REQUIRED ACTION: Collect the lines of the entries where "الله" shows up.

RECORDS PROVIDED Block Start

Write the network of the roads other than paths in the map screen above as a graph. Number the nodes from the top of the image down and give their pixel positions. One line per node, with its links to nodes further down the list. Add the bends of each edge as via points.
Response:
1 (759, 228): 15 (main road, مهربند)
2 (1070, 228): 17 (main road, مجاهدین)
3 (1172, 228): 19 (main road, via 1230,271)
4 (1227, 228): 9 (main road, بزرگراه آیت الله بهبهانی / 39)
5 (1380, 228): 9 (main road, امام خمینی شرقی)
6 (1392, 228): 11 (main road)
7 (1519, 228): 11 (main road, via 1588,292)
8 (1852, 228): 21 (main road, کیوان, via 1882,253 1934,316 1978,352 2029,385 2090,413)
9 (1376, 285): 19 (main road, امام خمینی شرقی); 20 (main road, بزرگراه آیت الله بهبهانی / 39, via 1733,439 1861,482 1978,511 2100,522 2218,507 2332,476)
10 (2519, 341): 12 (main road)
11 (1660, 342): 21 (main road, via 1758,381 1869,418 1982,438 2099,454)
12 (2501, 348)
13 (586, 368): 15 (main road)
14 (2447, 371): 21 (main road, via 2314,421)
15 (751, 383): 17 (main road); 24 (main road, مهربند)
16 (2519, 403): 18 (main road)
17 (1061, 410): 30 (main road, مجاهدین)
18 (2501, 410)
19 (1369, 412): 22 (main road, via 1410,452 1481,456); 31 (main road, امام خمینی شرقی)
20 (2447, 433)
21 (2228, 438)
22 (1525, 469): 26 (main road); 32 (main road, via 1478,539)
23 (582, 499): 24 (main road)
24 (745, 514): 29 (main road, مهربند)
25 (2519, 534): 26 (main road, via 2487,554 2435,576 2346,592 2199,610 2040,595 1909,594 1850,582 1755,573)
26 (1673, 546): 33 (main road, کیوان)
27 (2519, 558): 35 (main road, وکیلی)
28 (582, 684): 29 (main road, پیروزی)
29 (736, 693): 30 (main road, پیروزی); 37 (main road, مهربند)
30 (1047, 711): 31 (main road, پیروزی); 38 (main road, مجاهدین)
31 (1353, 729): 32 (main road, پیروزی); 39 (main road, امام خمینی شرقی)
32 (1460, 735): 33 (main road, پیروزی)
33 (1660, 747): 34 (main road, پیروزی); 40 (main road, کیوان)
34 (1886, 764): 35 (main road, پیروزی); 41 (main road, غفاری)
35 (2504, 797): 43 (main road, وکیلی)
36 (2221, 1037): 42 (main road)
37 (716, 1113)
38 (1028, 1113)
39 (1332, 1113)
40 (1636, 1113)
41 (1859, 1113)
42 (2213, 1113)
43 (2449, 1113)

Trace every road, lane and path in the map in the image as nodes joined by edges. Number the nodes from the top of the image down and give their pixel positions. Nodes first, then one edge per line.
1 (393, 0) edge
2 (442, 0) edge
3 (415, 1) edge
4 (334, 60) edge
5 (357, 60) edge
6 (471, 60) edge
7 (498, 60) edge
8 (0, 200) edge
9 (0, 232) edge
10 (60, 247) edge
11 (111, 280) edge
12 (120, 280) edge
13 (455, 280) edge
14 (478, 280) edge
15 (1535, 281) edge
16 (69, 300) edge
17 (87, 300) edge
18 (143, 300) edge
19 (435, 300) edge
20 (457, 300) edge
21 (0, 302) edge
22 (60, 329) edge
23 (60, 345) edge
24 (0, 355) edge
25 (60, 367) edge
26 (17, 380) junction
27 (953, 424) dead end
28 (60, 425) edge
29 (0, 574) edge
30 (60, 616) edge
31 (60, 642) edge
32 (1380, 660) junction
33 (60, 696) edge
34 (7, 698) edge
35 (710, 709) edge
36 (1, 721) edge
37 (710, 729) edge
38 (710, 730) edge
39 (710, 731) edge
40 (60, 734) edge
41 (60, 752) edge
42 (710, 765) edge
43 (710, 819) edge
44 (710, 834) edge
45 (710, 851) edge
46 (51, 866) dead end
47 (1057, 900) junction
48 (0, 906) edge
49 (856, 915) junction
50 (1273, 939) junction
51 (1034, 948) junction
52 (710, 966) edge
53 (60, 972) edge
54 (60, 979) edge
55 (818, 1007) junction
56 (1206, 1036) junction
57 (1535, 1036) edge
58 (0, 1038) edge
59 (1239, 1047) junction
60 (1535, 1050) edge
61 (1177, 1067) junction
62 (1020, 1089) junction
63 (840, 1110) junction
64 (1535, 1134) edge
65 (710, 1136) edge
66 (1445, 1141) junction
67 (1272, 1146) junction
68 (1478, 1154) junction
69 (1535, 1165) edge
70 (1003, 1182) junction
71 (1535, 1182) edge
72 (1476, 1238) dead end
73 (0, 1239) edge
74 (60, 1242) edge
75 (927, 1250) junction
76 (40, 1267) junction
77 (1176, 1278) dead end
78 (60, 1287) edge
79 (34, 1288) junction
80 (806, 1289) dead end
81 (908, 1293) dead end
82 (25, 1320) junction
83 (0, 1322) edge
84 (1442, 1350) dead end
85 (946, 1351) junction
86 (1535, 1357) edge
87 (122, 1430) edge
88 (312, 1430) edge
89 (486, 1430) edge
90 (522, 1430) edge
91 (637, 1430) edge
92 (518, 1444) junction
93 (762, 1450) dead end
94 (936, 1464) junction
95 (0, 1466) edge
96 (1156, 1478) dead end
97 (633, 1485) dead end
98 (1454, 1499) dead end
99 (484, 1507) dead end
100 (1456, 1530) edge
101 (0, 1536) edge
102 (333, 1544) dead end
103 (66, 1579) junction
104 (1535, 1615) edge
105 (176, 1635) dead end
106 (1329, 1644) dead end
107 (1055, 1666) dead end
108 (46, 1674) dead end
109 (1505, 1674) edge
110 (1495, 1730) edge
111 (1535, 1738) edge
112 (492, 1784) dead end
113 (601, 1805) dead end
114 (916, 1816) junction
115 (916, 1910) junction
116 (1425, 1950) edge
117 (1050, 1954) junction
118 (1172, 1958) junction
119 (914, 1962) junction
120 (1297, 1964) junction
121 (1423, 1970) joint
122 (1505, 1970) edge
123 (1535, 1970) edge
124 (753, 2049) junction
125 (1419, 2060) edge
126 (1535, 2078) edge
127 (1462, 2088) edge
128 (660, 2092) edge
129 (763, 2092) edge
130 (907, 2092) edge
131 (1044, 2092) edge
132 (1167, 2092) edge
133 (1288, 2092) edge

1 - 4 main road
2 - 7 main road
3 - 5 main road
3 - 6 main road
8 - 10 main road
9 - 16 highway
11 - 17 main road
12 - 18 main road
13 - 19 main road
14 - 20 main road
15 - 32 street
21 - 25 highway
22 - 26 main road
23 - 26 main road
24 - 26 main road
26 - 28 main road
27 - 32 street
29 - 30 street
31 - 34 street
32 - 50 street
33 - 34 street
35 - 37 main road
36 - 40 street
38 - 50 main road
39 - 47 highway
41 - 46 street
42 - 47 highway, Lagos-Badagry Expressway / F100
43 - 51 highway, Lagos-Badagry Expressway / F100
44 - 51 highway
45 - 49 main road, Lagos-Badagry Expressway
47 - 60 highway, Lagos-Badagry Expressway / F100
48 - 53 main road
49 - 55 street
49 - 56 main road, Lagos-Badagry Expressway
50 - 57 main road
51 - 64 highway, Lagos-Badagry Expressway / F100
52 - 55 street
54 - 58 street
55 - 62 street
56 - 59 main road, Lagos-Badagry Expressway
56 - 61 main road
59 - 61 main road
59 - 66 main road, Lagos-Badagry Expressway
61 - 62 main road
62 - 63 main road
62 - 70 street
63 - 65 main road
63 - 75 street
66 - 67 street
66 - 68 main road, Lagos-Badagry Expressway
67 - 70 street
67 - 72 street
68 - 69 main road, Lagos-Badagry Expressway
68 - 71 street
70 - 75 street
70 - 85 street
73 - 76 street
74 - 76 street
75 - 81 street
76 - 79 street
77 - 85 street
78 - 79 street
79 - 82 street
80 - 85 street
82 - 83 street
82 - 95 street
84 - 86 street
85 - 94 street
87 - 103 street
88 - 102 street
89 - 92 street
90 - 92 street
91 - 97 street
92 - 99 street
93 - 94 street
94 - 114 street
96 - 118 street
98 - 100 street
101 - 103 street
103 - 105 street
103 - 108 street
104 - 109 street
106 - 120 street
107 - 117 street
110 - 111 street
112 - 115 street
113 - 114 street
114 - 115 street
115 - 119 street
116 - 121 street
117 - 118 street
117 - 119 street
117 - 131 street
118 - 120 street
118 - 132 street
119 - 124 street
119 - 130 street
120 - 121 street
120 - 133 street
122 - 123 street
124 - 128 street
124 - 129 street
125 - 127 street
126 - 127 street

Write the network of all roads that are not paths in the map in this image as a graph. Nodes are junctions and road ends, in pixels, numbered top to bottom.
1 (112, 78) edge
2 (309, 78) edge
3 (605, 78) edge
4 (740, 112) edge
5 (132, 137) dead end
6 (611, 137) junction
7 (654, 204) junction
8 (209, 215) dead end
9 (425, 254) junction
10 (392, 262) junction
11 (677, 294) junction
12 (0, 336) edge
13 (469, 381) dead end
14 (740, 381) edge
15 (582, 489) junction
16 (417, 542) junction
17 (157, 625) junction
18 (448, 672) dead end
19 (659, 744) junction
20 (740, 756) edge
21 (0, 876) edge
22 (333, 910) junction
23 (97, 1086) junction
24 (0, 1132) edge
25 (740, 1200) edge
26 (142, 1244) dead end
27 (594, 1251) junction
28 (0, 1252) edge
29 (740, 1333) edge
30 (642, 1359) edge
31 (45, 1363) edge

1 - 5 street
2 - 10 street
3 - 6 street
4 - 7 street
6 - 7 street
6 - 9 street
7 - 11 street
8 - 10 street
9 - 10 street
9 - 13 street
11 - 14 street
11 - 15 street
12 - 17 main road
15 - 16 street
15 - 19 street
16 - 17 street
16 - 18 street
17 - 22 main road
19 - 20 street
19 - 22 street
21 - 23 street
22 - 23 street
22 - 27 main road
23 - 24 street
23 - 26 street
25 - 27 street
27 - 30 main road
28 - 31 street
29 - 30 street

RECORDS PROVIDED Block End

REPLY TO THE TASK:
4 (1227, 228): 9 (main road, بزرگراه آیت الله بهبهانی / 39)
9 (1376, 285): 19 (main road, امام خمینی شرقی); 20 (main road, بزرگراه آیت الله بهبهانی / 39, via 1733,439 1861,482 1978,511 2100,522 2218,507 2332,476)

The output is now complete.